Preaching Christ from the Old Testament: An Interview with Russell D. Moore
In the sermon above you make the connection between Jonah and Jesus, the former a type of the latter. How did you make that connection?
Jesus Himself makes that connection, in Matthew chapter 12. Jesus identifies Jonah’s life as a picture beforehand of His own life, Jonah’s preaching of repentance as a picture beforehand of His own preaching, and Jonah’s judgment for his disobedience as a picture beforehand of His own judgment in place of a disobedient world. “For just as Jonah was three days and three nights in the belly of the great fish,” Jesus says, “so will the Son of Man be three days and three nights in the heart of the earth” (Matt 12:40).
Beyond that, there are literary themes in the Jonah account and other areas of Scripture that show up with clarity in the life of Jesus: Jonah’s sleeping on a boat being tossed by the winds and the waves, for instance.

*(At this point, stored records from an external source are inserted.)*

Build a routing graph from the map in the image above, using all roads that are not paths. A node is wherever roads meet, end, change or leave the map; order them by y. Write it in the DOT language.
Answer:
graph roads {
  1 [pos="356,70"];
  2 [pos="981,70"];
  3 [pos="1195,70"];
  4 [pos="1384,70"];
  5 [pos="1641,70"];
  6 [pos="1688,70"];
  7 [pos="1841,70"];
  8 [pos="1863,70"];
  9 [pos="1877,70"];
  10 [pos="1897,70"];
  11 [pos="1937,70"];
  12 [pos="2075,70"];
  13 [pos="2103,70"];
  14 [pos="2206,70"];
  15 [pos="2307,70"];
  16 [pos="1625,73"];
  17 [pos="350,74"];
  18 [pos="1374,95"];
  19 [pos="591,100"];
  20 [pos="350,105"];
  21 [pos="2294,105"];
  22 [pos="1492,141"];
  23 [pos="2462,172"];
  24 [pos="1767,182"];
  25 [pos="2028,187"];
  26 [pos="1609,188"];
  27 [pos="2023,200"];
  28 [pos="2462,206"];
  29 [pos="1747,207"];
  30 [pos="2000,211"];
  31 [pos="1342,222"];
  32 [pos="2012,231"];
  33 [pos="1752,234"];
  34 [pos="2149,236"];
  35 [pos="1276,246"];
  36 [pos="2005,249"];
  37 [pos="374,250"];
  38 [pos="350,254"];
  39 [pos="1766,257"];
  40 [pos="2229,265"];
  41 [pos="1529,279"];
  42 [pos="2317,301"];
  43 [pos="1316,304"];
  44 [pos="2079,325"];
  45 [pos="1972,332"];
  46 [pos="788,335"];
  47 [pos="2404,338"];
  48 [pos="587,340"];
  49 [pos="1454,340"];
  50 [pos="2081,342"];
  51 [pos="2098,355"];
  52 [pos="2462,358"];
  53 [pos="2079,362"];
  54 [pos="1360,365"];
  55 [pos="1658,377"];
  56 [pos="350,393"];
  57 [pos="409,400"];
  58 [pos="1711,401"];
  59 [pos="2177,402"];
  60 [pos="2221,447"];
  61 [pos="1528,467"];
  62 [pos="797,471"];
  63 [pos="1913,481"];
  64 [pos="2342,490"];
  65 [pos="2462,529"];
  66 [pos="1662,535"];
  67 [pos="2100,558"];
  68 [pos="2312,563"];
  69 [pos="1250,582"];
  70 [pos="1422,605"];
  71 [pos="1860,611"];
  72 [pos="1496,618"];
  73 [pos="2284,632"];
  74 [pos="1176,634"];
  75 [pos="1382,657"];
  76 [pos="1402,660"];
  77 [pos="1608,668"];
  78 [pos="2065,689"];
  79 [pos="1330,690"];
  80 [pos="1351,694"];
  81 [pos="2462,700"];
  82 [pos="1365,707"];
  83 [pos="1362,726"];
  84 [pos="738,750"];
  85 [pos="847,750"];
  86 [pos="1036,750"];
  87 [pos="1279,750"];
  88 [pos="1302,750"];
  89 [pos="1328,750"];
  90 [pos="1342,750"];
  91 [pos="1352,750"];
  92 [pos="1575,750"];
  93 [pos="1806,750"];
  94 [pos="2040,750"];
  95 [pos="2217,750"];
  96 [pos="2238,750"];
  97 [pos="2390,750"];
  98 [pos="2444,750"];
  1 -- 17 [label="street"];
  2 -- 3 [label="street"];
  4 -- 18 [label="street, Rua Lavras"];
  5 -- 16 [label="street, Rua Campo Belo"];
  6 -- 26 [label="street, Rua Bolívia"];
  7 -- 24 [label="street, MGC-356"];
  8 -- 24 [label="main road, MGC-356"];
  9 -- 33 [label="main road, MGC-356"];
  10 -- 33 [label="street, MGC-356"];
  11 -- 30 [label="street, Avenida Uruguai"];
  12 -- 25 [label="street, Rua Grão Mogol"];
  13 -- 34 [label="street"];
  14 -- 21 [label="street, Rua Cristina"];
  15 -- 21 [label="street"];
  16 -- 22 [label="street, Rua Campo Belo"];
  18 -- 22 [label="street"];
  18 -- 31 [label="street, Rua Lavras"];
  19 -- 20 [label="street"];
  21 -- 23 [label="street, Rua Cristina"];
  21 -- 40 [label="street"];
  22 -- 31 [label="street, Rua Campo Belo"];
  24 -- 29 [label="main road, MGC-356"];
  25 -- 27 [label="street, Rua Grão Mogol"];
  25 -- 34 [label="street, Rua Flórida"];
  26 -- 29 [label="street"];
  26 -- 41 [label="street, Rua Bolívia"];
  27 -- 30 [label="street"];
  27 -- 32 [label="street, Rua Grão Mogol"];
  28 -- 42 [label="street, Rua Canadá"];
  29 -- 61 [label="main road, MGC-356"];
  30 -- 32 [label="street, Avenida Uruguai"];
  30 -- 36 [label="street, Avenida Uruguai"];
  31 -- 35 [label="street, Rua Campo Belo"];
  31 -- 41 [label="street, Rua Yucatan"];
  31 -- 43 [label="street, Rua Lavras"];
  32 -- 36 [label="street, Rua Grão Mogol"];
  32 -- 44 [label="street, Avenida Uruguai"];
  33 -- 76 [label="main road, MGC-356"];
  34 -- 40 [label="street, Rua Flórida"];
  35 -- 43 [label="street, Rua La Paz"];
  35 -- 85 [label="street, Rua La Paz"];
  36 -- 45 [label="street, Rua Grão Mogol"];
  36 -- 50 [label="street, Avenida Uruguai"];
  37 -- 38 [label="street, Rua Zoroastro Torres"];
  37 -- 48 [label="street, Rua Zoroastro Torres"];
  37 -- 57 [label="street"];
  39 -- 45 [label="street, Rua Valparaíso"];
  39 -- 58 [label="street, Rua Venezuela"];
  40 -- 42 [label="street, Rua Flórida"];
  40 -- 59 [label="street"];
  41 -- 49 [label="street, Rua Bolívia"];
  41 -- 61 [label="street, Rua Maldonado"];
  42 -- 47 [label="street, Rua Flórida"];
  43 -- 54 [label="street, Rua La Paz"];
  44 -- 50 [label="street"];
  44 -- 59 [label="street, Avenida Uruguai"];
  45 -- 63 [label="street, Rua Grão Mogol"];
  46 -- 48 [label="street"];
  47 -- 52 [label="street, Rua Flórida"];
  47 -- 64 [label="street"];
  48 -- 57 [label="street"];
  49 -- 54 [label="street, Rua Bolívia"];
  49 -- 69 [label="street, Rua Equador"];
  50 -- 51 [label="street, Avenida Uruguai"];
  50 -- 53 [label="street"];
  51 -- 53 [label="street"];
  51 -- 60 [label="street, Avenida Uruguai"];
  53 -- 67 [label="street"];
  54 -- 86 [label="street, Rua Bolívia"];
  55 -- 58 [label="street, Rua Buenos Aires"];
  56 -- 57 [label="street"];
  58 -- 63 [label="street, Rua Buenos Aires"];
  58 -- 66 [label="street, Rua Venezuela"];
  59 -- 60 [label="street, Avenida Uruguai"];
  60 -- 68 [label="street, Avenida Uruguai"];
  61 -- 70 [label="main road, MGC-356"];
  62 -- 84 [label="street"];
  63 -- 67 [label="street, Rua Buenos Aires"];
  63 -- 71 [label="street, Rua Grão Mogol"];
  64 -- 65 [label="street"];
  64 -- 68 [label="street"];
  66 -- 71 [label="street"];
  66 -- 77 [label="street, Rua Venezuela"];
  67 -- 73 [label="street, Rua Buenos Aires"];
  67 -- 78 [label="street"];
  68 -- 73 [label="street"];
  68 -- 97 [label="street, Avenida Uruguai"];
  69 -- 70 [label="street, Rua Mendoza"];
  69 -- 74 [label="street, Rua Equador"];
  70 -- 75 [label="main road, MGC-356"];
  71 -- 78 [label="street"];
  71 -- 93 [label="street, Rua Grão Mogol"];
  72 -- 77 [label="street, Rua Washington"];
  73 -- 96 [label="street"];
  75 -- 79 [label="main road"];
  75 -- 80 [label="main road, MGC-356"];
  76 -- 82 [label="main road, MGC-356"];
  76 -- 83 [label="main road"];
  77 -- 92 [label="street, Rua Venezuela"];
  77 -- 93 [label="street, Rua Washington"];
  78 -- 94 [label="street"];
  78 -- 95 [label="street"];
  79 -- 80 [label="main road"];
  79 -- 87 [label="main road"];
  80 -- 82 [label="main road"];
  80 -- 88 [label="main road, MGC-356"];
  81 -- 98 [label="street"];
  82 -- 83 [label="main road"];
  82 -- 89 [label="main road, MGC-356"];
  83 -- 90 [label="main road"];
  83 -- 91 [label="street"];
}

But while Jonah is a sinner, and his being thrown into the water silences the judgment against the boat, Jesus is no sinner. He is no rebel. He’s not running away from God’s direction, like Jonah; instead, He is going toward God’s direction, toward the cross.
After three days Jonah cries out to God and is delivered from the depths of the sea. After three days Jesus, having undergone the judgment of God at the cross and in His burial, is delivered from the depths of the earth. He is vindicated. And because He has undergone that judgment in our place, by believing in Him we are vindicated, as well. Our baptism in the water signifies that judgment has already taken place for us, in Christ.
In what ways might people think they’re preaching Christ from the Old Testament? What do you mean when you’re talking about preaching Christ from the Old Testament?
Preaching Christ from the whole of the Scriptures doesn’t simply mean giving a Gospel invitation at the end of a sermon — although it certainly does entail that. It means seeing all of reality as being summed up in Christ, and showing believers how to find themselves in the story of Jesus, a story that is Alpha and Omega, from the spoken Word that calls the universe together to the Last Man who governs the universe as its heir and king.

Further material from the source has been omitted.